▶ **Try it**
Your answer should consist of every line in the records that holds "NORTH".

▶ **Given entries**
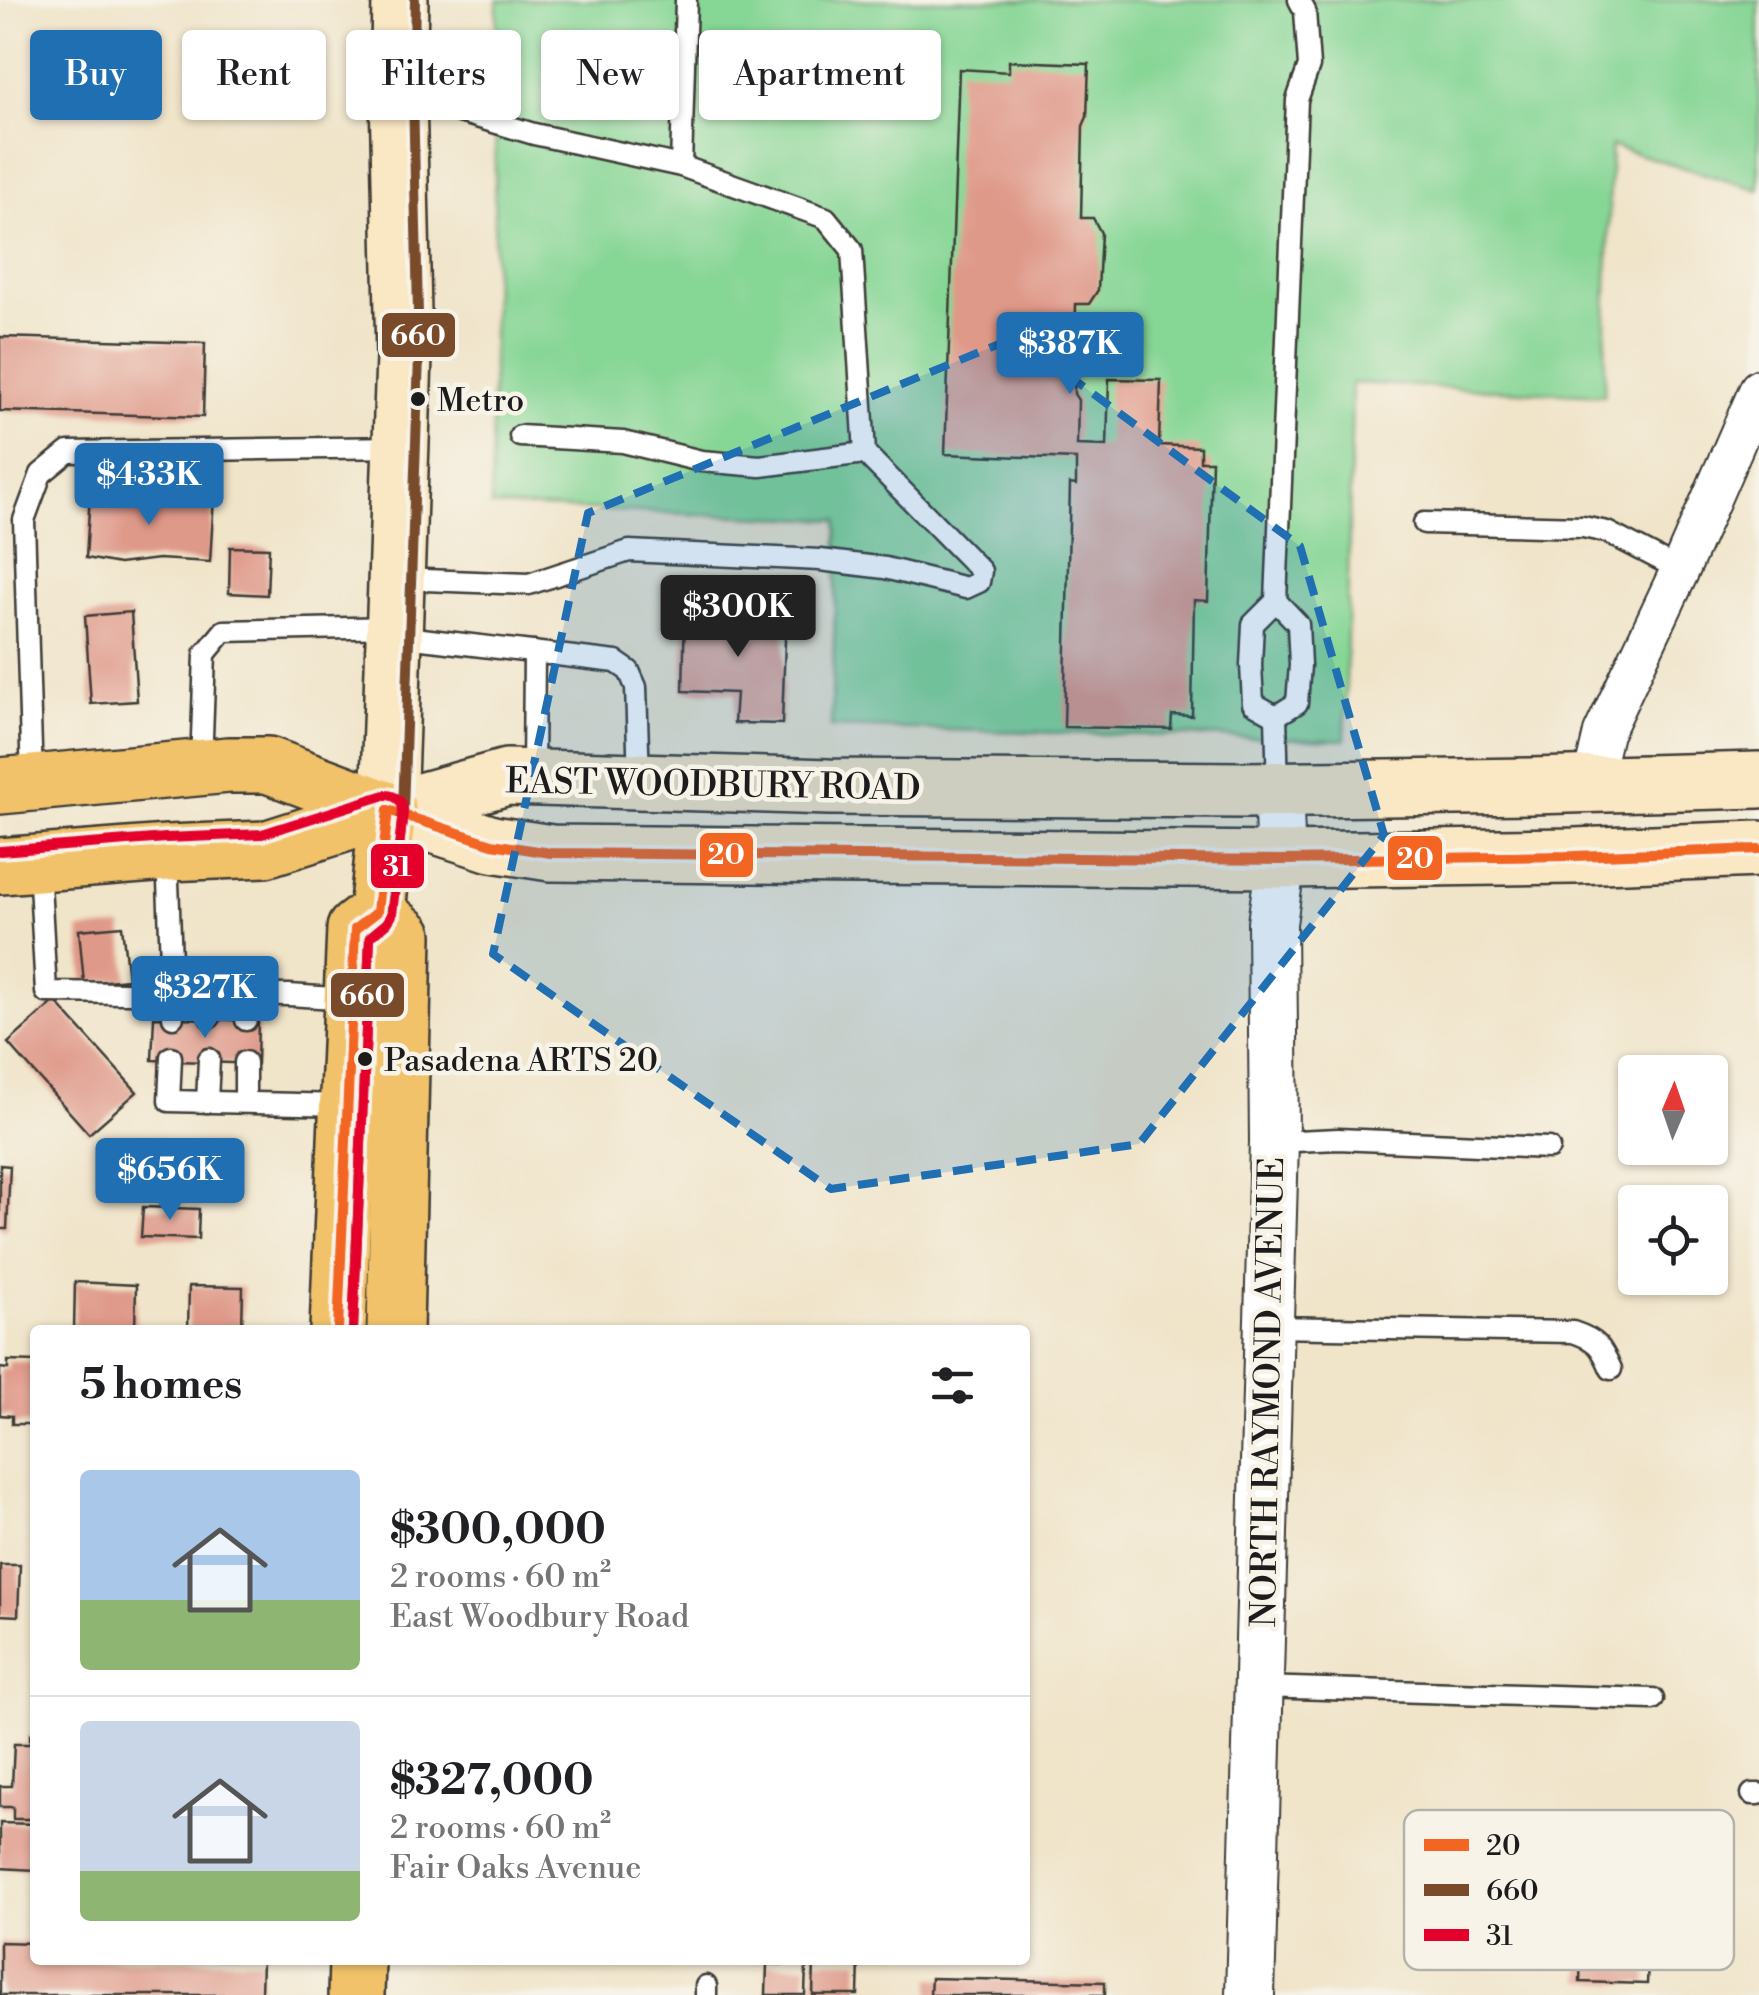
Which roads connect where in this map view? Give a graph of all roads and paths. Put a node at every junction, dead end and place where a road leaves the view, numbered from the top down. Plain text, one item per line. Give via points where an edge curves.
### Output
1 (400, 0) edge
2 (686, 0) edge
3 (1299, 0) edge
4 (399, 30) edge
5 (399, 120) edge
6 (486, 120) edge
7 (680, 166) junction
8 (1759, 389) edge
9 (520, 436) dead end
10 (401, 447) junction
11 (866, 452) junction
12 (1424, 523) dead end
13 (1680, 570) junction
14 (1276, 601) junction
15 (396, 614) junction
16 (534, 652) junction
17 (1276, 716) junction
18 (201, 768) junction
19 (534, 778) junction
20 (1759, 780) edge
21 (639, 781) junction
22 (16, 785) edge
23 (1591, 785) junction
24 (1278, 790) junction
25 (388, 810) junction
26 (1759, 848) edge
27 (167, 853) junction
28 (1280, 860) junction
29 (19, 864) edge
30 (377, 912) junction
31 (174, 994) junction
32 (211, 994) junction
33 (247, 995) junction
34 (352, 999) junction
35 (173, 1017) dead end
36 (210, 1017) dead end
37 (246, 1020) dead end
38 (171, 1058) dead end
39 (209, 1060) dead end
40 (245, 1062) dead end
41 (207, 1102) junction
42 (245, 1102) junction
43 (347, 1105) junction
44 (1274, 1142) junction
45 (1549, 1148) dead end
46 (338, 1325) edge
47 (395, 1325) edge
48 (1269, 1327) junction
49 (1610, 1369) dead end
50 (1260, 1687) junction
51 (1654, 1699) dead end
52 (357, 1965) edge
53 (356, 1995) edge
54 (1250, 1995) edge

1 - 4 main road
2 - 7 lane
3 - 14 lane via 1310,66 1297,100
5 - 10 main road
6 - 7 lane
7 - 11 lane via 826,218 852,250
8 - 13 street
9 - 11 lane via 623,442 760,466
10 - 15 main road
10 - 22 lane via 68,452 41,474 24,520
11 - 15 lane via 981,571 979,582 966,588 820,560 628,551 529,584
12 - 13 lane via 1607,532
13 - 23 street via 1603,733
14 - 17 lane via 1298,624 1300,665 1297,703
14 - 17 lane via 1252,624 1250,665 1253,703
15 - 16 lane
15 - 18 lane via 224,630 205,654
15 - 25 main road
16 - 19 lane
16 - 21 lane via 616,662 630,671
17 - 24 lane
18 - 22 main road
18 - 25 main road via 268,765
19 - 21 main road, EAST WOODBURY ROAD
19 - 25 main road, EAST WOODBURY ROAD via 495,779
20 - 23 main road, EAST WOODBURY ROAD
21 - 24 main road, EAST WOODBURY ROAD
23 - 24 main road, EAST WOODBURY ROAD
24 - 28 street, NORTH RAYMOND AVENUE
25 - 27 main road via 265,849
25 - 28 main road, EAST WOODBURY ROAD via 492,844 551,852
25 - 30 main road
26 - 28 main road, EAST WOODBURY ROAD
27 - 29 main road
27 - 31 lane
28 - 44 street, NORTH RAYMOND AVENUE via 1272,923
29 - 31 lane via 46,992
30 - 34 main road via 356,929
30 - 47 main road via 404,936
31 - 32 lane
31 - 35 lane
32 - 33 lane
32 - 36 lane
33 - 34 lane
33 - 37 lane
34 - 43 main road
38 - 41 lane via 169,1101
39 - 41 lane
40 - 42 lane
41 - 42 lane
42 - 43 lane
43 - 46 main road
44 - 45 lane
44 - 48 street, NORTH RAYMOND AVENUE
48 - 49 lane via 1573,1332 1603,1350
48 - 50 street, NORTH RAYMOND AVENUE
50 - 51 lane
50 - 54 street, NORTH RAYMOND AVENUE
52 - 53 main road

▶ **Answer for the task**
24 - 28 street, NORTH RAYMOND AVENUE
28 - 44 street, NORTH RAYMOND AVENUE via 1272,923
44 - 48 street, NORTH RAYMOND AVENUE
48 - 50 street, NORTH RAYMOND AVENUE
50 - 54 street, NORTH RAYMOND AVENUE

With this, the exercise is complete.